• **Task description**
From the records below, count the lines holding the string "улица". Only the number is wanted.
Extracted data Start Marker
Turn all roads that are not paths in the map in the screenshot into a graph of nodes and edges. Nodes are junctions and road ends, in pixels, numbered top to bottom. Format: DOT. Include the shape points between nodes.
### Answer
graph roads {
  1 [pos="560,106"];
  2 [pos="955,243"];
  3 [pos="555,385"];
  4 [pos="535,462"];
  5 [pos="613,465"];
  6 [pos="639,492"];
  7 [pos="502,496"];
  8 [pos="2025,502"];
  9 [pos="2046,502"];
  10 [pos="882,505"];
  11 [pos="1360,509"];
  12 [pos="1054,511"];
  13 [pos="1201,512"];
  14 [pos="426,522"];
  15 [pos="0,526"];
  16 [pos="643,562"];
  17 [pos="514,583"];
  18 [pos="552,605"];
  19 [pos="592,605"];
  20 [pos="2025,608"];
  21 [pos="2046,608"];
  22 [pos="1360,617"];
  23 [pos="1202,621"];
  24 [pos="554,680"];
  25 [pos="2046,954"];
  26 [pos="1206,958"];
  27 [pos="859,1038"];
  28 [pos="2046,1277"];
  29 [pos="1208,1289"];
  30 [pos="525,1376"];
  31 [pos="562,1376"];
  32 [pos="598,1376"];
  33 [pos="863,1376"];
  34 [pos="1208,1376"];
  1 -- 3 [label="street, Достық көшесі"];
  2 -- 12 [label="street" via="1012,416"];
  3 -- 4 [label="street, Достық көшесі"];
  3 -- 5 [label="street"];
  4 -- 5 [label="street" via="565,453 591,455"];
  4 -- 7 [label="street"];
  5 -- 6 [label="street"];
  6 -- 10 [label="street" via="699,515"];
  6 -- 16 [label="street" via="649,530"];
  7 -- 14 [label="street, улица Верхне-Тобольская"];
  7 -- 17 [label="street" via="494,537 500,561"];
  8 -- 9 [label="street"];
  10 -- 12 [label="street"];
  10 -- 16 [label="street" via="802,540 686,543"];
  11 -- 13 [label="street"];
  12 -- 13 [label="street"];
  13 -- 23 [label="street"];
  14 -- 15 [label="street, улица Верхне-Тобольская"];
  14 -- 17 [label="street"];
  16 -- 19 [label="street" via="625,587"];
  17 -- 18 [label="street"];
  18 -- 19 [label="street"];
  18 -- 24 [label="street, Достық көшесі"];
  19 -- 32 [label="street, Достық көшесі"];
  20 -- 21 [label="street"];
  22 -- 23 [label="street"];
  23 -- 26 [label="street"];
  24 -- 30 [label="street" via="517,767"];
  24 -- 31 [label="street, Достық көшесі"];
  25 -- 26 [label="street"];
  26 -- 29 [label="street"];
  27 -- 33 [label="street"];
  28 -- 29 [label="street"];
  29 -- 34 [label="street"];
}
Extracted data End Marker
• **Solution to the problem**
2